Beneath me the warm boards spread out
like a beach beneath bare feet.
I’m on my stool, my bottom presented
to milling passers-by.
Someone takes the offer
and starts a naughty tap-tapping.
‘Who is it?’ I cry gleefully. ‘Who is it?’
Tap-tap… it raps out a rhythm… tap-tap-tap.
Then it walks away and
I turn upside-down to right side up.
‘Who was it?’
I see the back of Monsieur Jacques Lecoq
as he leaves the Big Room
with his envoy of third years in tow.
Brawny and proud as a boxer walking from a winning ring.
He turns, and through creased eyes says
‘It was me.’
– Kristin Fredricksson

Steven Berkoff writes: Jacques Lecoq dignified the world of mime theatre with his method of teaching, which explored our universe via the body and the mind. He taught us respect and awe for the potential of the actor. Through his techniques he introduced to us the possibility of magic on the stage and his training and wisdom became the backbone of my own work.

He taught us to cohere the elements. To release the imagination. He also taught us humanity. He was the antithesis of what is mundane, straight and careerist theatre. He taught us to be artists.

Andrew Dawson & Jos Houben write: We last saw Jacques Lecoq in December last year. We visited him at his school in Rue du Faubourg, St Denis, during our run of Quatre Mains in Paris. We sat for some time in his office. His desk empty, bar the odd piece of paper and the telephone. On the walls – masks, old photos and a variety of statues and images of roosters. Dressed in his white tracksuit, that he wears to teach in, he greeted us with warmth and good humour. He was genuinely thrilled to hear of our show and embarked on all the possibilities of play that could be had only from the hands. No ego to show, just simply playful curiosity. He clearly had a lot of pleasure knowing that so many of his former students are out there inventing the work.

Later we watched the ‘autocours’. This is where the students perform rehearsed impros in front of the entire school and Monsieur Lecoq. It was amazing to see his enthusiasm and kindness and to listen to his comments. He said exactly what was necessary, whether they wanted to hear it or not. He saw through their mistakes, and pointed at the essential theme on which they were working – ‘water’, apparently banal and simple. But there we saw the master and the work. Wherever the students came from and whatever their ambition, on that day they entered ‘water’. Lecoq opened the door, they went in. They will never look at the sea the same way again and with these visions they might paint, sing, sculpt, dance or be a taxi driver. That was Jacques Lecoq.

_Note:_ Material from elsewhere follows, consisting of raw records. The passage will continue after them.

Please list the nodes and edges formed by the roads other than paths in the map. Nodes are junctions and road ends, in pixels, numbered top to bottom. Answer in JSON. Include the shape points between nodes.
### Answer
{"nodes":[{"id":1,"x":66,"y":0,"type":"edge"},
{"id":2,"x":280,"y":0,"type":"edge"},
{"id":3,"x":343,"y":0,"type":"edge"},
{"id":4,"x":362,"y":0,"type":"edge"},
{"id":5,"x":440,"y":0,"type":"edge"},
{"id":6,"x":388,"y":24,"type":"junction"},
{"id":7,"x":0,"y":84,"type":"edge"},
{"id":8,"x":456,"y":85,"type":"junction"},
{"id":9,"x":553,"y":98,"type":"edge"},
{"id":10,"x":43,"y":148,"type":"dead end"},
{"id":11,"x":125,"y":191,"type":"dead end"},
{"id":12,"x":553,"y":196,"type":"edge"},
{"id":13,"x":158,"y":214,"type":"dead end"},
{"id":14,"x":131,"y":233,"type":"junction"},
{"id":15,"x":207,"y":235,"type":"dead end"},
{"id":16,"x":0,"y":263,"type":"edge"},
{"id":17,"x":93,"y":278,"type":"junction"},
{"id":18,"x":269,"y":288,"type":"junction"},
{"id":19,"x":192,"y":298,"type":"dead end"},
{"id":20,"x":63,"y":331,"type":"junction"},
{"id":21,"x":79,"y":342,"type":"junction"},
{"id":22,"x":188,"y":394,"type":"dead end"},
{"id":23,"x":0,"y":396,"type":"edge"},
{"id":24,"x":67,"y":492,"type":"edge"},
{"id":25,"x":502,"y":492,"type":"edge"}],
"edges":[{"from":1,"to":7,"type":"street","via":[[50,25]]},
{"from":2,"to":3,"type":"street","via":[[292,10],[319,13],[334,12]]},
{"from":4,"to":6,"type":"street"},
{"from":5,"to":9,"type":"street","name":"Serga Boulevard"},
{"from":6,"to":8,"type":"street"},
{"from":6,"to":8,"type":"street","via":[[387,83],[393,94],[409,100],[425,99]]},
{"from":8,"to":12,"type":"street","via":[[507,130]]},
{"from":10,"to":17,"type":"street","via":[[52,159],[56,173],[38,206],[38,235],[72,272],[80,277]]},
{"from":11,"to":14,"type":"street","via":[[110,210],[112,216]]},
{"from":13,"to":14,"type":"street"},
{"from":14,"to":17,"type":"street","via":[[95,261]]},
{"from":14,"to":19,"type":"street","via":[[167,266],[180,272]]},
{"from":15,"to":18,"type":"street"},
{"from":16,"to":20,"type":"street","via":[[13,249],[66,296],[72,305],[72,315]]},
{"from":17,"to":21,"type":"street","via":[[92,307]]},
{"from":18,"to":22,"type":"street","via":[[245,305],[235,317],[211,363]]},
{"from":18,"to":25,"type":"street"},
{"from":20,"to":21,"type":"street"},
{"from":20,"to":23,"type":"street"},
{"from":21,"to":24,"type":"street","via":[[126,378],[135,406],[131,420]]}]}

Kenneth Rea writes: In the theatre, Lecoq was one of the great inspirations of our age. Not only did he show countless actors, directors and teachers, how the body could be more articulate; his innovative teaching was the catalyst that helped the world of mime enrich the mainstream of theatre. His techniques and research are now an essential part of the movement training in almost every British drama school. Thousands of actors have been touched by him without realising it.

As a teacher he was unsurpassed. Magically, he could set up an exercise or improvisation in such a way that students invariably seemed to do their best work in his presence. (Extract reprinted by permission from The Guardian, Obituaries, January 23 1999.)

H. Scott Heist writes: ‘You throw a ball in the air does it remain immobile for a moment or not? That is the question. Like Nijinski, the great dancer, did he remain suspended in air?’ These are the prepositions of Jacques Lecoq. Some training in physics provides my answer on the ball. But about Nijinski, having never seen him dance, I don’t know. Remarkably, this sort of serious thought at Ecole Jacques Lecoq creates a physical freedom; a desire to remain mobile rather than intellectually frozen in mid air… What I like most about Jacques’ school is that there is no fear in turning loose the imagination. As a matter of fact, one can see a clear joy in it.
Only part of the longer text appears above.